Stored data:
┄┄┄┄┄┄
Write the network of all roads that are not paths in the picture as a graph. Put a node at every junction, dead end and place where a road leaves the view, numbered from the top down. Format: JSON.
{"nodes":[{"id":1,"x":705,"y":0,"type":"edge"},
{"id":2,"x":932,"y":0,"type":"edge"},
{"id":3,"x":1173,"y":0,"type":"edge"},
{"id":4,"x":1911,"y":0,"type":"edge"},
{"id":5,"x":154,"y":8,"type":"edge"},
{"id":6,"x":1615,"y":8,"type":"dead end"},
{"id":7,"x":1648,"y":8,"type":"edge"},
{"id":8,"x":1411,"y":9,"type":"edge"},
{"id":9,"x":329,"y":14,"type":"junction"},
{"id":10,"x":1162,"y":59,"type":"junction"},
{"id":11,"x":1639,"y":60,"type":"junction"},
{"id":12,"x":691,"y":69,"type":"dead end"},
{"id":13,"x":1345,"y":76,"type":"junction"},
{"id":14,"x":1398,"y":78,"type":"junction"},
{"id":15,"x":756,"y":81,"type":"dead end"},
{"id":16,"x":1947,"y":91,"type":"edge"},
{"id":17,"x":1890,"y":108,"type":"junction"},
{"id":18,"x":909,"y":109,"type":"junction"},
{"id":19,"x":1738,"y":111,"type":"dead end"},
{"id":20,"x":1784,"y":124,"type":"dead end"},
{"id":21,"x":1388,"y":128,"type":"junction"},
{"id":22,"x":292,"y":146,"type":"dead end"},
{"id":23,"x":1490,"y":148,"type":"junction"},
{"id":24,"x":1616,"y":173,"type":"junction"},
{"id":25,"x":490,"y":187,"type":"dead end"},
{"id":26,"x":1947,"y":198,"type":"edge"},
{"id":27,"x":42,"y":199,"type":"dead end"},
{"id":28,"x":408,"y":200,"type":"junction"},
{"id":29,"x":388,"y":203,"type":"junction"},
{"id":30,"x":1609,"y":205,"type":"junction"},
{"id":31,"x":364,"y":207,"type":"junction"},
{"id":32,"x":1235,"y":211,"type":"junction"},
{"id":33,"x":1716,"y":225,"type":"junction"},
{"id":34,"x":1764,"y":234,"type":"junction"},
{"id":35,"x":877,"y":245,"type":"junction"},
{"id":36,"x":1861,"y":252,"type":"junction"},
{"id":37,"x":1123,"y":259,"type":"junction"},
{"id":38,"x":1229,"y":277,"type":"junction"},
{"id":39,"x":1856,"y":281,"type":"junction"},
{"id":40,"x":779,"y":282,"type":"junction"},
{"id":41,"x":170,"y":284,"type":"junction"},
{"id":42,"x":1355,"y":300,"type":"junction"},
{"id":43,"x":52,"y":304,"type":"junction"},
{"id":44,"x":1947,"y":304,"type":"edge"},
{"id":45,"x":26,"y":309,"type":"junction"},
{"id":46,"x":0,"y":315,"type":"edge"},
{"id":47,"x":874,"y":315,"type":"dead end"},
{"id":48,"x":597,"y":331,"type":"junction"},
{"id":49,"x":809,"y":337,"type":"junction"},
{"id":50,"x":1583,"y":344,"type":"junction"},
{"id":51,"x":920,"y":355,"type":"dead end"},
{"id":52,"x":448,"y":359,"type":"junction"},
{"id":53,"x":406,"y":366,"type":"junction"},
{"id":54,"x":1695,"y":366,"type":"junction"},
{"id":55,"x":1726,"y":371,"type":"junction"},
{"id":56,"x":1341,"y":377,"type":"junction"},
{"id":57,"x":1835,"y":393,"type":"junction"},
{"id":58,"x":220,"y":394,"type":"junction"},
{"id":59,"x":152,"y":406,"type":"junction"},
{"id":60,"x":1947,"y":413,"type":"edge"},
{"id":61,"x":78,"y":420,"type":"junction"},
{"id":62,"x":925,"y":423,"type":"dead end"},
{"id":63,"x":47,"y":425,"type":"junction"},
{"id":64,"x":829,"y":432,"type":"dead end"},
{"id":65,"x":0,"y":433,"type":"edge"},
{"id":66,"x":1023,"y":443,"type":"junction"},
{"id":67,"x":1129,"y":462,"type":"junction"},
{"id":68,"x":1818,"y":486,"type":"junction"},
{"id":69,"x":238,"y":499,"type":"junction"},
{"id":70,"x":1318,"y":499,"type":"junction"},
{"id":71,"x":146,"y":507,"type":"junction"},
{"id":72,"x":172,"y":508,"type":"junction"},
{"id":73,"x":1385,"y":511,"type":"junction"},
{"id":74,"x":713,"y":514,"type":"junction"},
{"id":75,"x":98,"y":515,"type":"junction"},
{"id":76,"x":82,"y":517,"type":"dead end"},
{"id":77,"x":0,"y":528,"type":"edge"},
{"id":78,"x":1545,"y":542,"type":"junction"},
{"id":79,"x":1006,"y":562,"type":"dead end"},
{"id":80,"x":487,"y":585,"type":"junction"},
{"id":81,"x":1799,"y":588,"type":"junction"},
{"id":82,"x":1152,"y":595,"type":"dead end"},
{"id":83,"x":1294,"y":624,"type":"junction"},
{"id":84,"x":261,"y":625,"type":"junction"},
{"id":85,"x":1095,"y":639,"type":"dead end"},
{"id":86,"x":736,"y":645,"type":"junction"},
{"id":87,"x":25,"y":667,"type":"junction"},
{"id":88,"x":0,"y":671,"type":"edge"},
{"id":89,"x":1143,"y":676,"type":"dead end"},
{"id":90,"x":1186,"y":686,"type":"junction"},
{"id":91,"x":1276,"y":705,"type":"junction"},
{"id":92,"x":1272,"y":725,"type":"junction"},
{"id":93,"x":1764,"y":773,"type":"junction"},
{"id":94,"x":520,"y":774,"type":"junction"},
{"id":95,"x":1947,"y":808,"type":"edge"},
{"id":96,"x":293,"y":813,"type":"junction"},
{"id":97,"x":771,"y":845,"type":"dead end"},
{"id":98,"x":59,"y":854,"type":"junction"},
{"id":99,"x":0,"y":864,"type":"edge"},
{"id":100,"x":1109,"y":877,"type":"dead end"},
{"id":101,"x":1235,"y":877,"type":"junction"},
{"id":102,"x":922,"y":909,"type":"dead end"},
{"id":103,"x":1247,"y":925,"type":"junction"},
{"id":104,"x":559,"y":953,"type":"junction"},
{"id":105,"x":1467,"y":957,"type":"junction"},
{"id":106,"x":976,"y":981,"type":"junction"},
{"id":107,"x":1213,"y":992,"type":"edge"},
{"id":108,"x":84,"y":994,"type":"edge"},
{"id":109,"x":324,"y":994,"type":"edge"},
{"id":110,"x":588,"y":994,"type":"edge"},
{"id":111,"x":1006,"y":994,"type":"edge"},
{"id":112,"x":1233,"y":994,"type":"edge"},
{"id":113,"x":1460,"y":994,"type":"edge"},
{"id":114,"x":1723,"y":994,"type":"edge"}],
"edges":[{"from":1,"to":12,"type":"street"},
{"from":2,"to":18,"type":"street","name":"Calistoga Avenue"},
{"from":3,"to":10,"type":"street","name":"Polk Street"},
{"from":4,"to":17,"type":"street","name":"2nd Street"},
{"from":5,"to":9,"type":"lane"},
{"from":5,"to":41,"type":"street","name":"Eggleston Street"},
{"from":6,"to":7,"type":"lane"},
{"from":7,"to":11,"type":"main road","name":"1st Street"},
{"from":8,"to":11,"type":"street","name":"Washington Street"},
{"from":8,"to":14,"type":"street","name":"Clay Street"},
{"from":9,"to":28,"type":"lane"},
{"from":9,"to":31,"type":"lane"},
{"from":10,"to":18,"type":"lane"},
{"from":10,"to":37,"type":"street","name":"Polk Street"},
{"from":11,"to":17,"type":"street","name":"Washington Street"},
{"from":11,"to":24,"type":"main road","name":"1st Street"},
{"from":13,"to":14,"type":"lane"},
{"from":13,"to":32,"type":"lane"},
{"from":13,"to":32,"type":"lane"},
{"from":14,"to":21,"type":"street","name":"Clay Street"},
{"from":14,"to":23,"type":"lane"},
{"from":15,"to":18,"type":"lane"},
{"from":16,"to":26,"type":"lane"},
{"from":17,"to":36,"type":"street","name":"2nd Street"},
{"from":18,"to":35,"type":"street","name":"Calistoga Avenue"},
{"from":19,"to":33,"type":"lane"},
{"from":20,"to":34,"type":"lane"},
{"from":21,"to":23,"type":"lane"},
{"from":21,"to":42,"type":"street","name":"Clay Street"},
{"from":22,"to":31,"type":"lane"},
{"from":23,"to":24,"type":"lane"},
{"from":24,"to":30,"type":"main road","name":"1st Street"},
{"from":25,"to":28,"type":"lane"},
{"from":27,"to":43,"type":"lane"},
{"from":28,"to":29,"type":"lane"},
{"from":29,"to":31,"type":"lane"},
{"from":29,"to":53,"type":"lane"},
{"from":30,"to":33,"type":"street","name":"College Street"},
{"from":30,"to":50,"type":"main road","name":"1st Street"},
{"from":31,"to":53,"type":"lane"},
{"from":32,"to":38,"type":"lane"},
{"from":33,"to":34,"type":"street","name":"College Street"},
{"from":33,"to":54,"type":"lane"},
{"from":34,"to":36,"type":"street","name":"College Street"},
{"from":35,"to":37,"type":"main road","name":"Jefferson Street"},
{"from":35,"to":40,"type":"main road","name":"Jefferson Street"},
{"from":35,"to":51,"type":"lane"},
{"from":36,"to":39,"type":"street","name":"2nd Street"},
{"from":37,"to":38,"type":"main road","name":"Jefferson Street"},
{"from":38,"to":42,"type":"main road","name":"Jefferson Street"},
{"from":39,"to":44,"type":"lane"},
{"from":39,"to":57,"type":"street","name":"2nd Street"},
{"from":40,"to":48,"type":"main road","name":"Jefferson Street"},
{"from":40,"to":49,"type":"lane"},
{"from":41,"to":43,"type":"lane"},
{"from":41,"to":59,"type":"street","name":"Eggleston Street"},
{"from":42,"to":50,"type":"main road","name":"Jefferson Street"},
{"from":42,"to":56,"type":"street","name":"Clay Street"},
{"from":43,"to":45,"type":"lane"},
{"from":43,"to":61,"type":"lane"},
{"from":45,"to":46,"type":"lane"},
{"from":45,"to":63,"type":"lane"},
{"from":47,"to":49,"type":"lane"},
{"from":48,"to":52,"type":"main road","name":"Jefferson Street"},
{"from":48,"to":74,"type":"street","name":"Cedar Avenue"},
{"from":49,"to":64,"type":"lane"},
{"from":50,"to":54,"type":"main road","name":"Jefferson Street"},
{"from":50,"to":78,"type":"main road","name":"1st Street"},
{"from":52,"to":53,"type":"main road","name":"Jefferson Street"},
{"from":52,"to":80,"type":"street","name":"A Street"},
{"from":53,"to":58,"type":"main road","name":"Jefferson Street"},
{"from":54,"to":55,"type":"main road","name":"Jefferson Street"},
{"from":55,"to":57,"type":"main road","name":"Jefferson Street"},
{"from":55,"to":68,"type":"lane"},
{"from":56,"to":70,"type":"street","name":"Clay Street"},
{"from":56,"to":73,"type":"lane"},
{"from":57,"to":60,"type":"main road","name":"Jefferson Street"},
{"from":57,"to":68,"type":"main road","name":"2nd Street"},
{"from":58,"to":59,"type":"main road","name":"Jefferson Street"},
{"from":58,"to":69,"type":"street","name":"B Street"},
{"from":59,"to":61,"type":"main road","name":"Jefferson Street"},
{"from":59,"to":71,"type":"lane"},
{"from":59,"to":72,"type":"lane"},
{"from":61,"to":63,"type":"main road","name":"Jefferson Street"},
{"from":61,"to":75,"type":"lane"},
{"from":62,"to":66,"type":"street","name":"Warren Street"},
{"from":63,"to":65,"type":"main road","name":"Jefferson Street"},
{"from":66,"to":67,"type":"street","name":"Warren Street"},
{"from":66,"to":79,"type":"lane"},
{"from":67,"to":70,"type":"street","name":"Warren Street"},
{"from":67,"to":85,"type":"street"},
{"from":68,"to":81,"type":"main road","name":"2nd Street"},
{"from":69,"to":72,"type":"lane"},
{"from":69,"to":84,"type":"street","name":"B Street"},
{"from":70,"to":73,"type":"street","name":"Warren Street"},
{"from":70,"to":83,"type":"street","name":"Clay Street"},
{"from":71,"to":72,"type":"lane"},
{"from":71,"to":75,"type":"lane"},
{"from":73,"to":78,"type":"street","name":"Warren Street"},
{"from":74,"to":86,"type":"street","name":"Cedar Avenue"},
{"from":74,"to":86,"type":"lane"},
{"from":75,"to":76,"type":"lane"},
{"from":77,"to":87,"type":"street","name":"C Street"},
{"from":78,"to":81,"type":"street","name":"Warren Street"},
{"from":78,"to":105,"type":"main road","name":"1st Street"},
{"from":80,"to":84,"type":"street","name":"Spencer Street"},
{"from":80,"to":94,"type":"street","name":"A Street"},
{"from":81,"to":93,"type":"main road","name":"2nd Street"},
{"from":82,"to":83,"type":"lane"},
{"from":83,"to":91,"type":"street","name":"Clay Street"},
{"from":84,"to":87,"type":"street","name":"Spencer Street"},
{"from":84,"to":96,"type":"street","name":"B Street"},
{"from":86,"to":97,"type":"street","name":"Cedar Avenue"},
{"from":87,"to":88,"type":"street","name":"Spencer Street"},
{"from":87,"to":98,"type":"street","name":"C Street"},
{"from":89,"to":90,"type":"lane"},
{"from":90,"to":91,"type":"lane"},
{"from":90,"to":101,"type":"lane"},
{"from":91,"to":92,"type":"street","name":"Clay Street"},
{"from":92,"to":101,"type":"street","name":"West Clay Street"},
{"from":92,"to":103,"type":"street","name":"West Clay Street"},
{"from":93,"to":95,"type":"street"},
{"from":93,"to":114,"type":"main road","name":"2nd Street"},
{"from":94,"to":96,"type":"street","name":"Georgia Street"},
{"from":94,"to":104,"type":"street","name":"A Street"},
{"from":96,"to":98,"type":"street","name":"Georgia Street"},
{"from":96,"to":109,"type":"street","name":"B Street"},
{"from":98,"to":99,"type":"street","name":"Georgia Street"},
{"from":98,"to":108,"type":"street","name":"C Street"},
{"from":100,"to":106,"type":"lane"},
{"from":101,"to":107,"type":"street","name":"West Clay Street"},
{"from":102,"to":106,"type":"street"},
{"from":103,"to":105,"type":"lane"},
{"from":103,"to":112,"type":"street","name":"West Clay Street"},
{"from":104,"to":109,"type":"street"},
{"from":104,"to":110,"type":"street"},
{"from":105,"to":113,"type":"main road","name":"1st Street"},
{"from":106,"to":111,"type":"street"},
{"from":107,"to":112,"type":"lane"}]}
┄┄┄┄┄┄
TASK DIRECTIONS
Return each full line of the entries that contains the word "Eggleston".

OUTPUT BELOW
{"from":5,"to":41,"type":"street","name":"Eggleston Street"},
{"from":41,"to":59,"type":"street","name":"Eggleston Street"},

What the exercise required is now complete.